Assigned task: In the records that follow, find the line with "Please list the"; from there, retype every line exactly through the line with "Digitize the connectivity", which also belongs to the answer.

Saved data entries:
☆ ☆ ☆ ☆ ☆

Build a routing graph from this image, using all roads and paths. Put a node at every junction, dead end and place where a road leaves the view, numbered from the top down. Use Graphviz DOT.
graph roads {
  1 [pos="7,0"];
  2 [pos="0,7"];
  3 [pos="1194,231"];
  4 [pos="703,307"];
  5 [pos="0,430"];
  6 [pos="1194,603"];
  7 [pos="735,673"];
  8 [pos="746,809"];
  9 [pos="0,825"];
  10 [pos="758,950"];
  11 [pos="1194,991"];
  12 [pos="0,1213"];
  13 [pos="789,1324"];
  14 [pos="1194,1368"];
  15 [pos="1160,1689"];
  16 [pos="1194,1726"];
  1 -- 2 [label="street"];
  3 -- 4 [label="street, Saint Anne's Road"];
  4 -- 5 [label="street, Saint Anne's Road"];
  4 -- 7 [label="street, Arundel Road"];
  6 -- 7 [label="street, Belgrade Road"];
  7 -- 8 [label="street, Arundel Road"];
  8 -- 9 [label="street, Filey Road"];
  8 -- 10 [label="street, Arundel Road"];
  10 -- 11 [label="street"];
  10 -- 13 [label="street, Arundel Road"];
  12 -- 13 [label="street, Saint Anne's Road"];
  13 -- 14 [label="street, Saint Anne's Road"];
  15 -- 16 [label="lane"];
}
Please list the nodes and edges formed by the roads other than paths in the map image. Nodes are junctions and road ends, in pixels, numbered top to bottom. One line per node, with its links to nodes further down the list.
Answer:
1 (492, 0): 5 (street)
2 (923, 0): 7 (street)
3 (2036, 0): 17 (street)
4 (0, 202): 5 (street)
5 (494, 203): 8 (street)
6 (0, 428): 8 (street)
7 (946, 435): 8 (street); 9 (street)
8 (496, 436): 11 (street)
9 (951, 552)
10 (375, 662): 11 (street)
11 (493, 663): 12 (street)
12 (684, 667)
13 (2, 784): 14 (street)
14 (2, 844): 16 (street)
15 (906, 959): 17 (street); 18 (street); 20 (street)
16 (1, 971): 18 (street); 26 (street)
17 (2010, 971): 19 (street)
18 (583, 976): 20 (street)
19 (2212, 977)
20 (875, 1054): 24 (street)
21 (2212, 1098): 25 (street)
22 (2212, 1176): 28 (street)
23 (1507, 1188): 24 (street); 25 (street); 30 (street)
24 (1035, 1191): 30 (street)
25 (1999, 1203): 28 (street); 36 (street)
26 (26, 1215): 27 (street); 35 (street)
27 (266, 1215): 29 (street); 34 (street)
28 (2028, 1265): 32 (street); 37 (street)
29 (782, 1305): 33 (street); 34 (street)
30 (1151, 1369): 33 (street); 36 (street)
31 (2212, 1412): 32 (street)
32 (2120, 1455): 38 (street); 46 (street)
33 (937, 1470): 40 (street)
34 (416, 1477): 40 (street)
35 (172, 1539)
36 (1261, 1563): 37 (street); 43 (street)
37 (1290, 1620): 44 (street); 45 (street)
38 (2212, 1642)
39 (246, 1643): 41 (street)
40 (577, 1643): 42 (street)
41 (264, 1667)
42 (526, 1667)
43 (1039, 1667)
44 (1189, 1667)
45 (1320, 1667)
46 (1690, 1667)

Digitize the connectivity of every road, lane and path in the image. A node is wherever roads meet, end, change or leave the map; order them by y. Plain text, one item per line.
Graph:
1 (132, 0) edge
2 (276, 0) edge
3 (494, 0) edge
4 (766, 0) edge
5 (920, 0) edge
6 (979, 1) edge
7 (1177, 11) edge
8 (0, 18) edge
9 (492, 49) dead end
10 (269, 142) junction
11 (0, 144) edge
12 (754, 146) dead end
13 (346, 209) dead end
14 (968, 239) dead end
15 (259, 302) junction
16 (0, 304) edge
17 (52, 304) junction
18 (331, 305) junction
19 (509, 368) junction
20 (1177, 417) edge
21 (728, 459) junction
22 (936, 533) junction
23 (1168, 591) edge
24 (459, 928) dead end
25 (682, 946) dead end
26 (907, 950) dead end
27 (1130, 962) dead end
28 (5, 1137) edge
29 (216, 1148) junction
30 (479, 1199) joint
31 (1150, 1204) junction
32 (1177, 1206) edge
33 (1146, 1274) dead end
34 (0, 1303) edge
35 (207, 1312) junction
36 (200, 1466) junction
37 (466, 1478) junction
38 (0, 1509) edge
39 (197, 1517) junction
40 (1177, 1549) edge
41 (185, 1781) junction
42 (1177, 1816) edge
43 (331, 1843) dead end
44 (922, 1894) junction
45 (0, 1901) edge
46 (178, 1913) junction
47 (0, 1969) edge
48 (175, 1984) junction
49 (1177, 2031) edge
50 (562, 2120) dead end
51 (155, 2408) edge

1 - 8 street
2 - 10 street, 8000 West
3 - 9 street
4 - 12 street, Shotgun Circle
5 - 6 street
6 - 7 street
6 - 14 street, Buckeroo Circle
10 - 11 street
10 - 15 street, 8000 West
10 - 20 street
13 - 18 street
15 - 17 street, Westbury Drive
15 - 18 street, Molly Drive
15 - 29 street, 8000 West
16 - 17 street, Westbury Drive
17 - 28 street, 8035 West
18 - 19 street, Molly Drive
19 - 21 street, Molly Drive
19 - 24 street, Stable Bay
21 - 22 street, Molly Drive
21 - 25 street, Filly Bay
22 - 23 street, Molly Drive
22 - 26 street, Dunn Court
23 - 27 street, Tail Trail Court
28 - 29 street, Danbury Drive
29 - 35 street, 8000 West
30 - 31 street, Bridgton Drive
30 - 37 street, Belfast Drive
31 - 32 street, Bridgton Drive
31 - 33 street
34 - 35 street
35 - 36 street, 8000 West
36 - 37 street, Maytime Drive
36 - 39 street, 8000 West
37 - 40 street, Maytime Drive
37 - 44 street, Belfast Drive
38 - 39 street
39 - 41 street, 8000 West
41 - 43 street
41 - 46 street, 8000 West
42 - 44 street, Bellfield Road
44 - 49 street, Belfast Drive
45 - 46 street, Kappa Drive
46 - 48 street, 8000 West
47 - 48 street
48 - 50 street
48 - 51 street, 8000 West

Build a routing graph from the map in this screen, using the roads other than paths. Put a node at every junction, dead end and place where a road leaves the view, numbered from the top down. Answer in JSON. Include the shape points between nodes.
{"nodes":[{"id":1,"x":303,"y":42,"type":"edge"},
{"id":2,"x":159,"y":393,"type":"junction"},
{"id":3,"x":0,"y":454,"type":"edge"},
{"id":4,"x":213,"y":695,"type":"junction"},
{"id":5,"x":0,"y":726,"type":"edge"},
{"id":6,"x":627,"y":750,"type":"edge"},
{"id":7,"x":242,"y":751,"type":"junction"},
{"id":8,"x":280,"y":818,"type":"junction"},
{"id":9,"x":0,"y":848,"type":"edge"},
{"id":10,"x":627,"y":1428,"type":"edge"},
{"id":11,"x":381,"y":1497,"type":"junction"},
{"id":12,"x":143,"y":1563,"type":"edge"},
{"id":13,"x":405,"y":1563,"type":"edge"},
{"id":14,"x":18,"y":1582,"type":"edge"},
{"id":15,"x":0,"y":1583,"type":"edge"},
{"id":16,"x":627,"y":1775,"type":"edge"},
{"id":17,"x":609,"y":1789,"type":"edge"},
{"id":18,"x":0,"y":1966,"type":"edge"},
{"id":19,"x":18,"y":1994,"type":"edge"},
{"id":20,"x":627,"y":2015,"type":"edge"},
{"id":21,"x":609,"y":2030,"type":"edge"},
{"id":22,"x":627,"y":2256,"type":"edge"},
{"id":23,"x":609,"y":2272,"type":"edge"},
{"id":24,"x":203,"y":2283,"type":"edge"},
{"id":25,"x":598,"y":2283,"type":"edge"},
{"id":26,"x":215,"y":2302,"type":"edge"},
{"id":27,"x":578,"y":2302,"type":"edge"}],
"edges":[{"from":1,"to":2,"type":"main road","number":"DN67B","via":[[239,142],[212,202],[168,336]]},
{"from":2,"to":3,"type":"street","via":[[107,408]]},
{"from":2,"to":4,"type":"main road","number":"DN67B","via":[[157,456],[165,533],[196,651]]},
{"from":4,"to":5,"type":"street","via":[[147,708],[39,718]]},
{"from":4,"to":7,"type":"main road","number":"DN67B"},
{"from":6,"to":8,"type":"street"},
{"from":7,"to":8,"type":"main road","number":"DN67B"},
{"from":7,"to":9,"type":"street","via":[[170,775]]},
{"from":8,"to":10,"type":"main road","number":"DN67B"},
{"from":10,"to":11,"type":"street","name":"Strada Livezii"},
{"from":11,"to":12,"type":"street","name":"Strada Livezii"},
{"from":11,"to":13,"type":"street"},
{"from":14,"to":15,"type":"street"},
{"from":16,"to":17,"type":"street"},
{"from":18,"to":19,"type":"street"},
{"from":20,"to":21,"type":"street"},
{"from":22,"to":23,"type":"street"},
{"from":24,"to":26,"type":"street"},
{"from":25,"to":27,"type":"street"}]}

☆ ☆ ☆ ☆ ☆

Answer space:
Please list the nodes and edges formed by the roads other than paths in the map image. Nodes are junctions and road ends, in pixels, numbered top to bottom. One line per node, with its links to nodes further down the list.
Answer:
1 (492, 0): 5 (street)
2 (923, 0): 7 (street)
3 (2036, 0): 17 (street)
4 (0, 202): 5 (street)
5 (494, 203): 8 (street)
6 (0, 428): 8 (street)
7 (946, 435): 8 (street); 9 (street)
8 (496, 436): 11 (street)
9 (951, 552)
10 (375, 662): 11 (street)
11 (493, 663): 12 (street)
12 (684, 667)
13 (2, 784): 14 (street)
14 (2, 844): 16 (street)
15 (906, 959): 17 (street); 18 (street); 20 (street)
16 (1, 971): 18 (street); 26 (street)
17 (2010, 971): 19 (street)
18 (583, 976): 20 (street)
19 (2212, 977)
20 (875, 1054): 24 (street)
21 (2212, 1098): 25 (street)
22 (2212, 1176): 28 (street)
23 (1507, 1188): 24 (street); 25 (street); 30 (street)
24 (1035, 1191): 30 (street)
25 (1999, 1203): 28 (street); 36 (street)
26 (26, 1215): 27 (street); 35 (street)
27 (266, 1215): 29 (street); 34 (street)
28 (2028, 1265): 32 (street); 37 (street)
29 (782, 1305): 33 (street); 34 (street)
30 (1151, 1369): 33 (street); 36 (street)
31 (2212, 1412): 32 (street)
32 (2120, 1455): 38 (street); 46 (street)
33 (937, 1470): 40 (street)
34 (416, 1477): 40 (street)
35 (172, 1539)
36 (1261, 1563): 37 (street); 43 (street)
37 (1290, 1620): 44 (street); 45 (street)
38 (2212, 1642)
39 (246, 1643): 41 (street)
40 (577, 1643): 42 (street)
41 (264, 1667)
42 (526, 1667)
43 (1039, 1667)
44 (1189, 1667)
45 (1320, 1667)
46 (1690, 1667)

Digitize the connectivity of every road, lane and path in the image. A node is wherever roads meet, end, change or leave the map; order them by y. Plain text, one item per line.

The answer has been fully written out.